■ **ASSIGNMENT**
Scan the entries below. Report each line where the string "بهار" occurs.

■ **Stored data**
┌──
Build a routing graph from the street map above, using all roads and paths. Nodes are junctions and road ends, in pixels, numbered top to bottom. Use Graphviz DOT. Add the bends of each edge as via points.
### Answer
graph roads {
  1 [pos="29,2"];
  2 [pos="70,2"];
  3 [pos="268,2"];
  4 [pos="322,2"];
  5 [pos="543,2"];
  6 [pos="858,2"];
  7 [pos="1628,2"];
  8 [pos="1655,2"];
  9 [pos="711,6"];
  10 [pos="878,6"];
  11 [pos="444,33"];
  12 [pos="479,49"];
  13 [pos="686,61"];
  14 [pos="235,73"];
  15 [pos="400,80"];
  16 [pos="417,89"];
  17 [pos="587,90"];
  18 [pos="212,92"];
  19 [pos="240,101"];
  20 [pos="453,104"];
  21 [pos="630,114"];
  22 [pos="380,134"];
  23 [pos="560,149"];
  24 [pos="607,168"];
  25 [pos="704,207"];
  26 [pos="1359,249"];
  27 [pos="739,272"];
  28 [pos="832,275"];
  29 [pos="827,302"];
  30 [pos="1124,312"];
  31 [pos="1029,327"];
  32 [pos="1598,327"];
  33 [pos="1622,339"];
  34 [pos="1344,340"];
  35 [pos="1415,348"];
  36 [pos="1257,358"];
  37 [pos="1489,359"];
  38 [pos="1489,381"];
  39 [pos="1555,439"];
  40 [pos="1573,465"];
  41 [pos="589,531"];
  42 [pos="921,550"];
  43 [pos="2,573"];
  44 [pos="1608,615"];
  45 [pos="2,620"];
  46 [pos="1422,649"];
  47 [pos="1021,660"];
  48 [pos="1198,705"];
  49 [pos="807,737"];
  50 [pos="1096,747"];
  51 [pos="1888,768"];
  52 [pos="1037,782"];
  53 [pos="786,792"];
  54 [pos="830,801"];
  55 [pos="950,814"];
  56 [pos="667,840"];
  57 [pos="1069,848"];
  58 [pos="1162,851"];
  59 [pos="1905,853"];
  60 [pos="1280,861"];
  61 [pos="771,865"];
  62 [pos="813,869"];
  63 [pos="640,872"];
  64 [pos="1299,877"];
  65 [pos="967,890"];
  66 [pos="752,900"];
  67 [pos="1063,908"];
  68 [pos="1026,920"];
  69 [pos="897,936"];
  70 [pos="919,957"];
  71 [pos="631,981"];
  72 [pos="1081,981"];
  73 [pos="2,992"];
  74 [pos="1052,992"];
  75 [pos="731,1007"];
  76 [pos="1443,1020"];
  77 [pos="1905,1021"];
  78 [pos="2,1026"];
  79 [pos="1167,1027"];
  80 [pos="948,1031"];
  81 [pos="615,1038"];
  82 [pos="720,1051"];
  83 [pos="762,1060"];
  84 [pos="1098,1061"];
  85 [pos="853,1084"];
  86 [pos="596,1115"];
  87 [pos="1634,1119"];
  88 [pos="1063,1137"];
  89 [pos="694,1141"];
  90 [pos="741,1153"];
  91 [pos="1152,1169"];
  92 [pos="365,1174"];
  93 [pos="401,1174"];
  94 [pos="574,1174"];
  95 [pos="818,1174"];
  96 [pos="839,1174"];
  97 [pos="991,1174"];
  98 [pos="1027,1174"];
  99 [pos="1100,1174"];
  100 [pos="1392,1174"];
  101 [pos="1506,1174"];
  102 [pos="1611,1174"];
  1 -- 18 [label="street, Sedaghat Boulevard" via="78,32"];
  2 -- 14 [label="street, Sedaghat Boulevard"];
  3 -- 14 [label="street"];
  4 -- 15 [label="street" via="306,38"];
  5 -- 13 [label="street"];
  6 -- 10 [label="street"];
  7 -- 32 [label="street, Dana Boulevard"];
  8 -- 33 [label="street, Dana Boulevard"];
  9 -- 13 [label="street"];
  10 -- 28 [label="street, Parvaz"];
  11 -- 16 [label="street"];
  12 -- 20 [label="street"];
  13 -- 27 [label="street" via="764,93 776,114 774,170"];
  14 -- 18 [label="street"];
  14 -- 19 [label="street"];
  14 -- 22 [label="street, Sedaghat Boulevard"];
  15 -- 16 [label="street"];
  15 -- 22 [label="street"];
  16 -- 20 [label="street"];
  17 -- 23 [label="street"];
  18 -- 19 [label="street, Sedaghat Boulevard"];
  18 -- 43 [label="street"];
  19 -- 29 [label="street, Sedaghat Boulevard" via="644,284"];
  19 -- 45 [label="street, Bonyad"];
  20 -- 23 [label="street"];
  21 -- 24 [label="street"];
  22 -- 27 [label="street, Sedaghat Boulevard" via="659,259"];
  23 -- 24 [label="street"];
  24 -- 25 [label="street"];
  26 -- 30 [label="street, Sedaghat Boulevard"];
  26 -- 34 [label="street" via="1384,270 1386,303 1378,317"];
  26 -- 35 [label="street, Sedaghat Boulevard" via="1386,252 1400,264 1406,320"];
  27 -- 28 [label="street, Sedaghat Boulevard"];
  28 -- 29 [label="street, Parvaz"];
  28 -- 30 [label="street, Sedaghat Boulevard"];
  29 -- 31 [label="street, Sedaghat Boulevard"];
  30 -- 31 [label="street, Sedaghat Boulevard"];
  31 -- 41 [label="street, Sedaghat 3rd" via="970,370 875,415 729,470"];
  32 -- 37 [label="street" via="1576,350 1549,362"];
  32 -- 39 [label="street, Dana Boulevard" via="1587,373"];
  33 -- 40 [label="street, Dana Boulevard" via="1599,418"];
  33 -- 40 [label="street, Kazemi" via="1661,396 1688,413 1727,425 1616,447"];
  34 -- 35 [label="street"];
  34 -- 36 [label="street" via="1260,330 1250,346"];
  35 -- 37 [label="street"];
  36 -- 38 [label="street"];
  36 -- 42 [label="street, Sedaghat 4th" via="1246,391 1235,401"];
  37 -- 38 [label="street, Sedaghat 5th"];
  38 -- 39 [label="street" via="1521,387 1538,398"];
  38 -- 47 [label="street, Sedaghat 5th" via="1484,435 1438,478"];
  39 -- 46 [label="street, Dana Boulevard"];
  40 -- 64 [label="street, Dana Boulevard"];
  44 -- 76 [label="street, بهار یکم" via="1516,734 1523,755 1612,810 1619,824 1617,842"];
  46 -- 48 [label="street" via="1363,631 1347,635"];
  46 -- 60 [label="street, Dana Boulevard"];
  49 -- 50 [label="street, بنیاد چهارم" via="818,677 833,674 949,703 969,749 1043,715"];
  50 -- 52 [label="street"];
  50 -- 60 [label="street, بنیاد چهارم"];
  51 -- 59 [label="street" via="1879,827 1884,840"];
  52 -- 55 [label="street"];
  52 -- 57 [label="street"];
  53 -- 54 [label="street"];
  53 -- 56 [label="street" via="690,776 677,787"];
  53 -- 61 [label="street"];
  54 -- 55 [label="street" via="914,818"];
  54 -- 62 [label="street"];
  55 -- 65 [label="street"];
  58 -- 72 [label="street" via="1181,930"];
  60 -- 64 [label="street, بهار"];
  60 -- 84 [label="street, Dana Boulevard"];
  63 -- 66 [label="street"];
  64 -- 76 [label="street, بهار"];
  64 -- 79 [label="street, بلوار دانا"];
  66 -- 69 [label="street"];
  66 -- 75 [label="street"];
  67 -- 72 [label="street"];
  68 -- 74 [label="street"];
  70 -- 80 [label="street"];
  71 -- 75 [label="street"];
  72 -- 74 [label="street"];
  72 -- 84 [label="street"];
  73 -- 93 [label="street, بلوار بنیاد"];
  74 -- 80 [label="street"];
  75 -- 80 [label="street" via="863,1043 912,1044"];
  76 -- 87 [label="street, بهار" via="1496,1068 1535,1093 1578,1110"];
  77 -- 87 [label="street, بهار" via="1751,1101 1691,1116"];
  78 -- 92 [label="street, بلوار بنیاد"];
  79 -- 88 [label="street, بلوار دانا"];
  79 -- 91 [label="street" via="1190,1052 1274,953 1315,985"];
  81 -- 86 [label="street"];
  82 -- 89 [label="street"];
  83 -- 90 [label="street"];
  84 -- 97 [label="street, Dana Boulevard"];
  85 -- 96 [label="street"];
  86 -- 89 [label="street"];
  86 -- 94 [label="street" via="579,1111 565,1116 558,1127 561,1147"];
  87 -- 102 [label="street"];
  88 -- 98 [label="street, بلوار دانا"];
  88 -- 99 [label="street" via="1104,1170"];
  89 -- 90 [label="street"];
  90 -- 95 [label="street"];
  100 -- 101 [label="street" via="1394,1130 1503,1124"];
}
└──
■ **ANSWER TO THIS EXERCISE**
  44 -- 76 [label="street, بهار یکم" via="1516,734 1523,755 1612,810 1619,824 1617,842"];
  60 -- 64 [label="street, بهار"];
  64 -- 76 [label="street, بهار"];
  76 -- 87 [label="street, بهار" via="1496,1068 1535,1093 1578,1110"];
  77 -- 87 [label="street, بهار" via="1751,1101 1691,1116"];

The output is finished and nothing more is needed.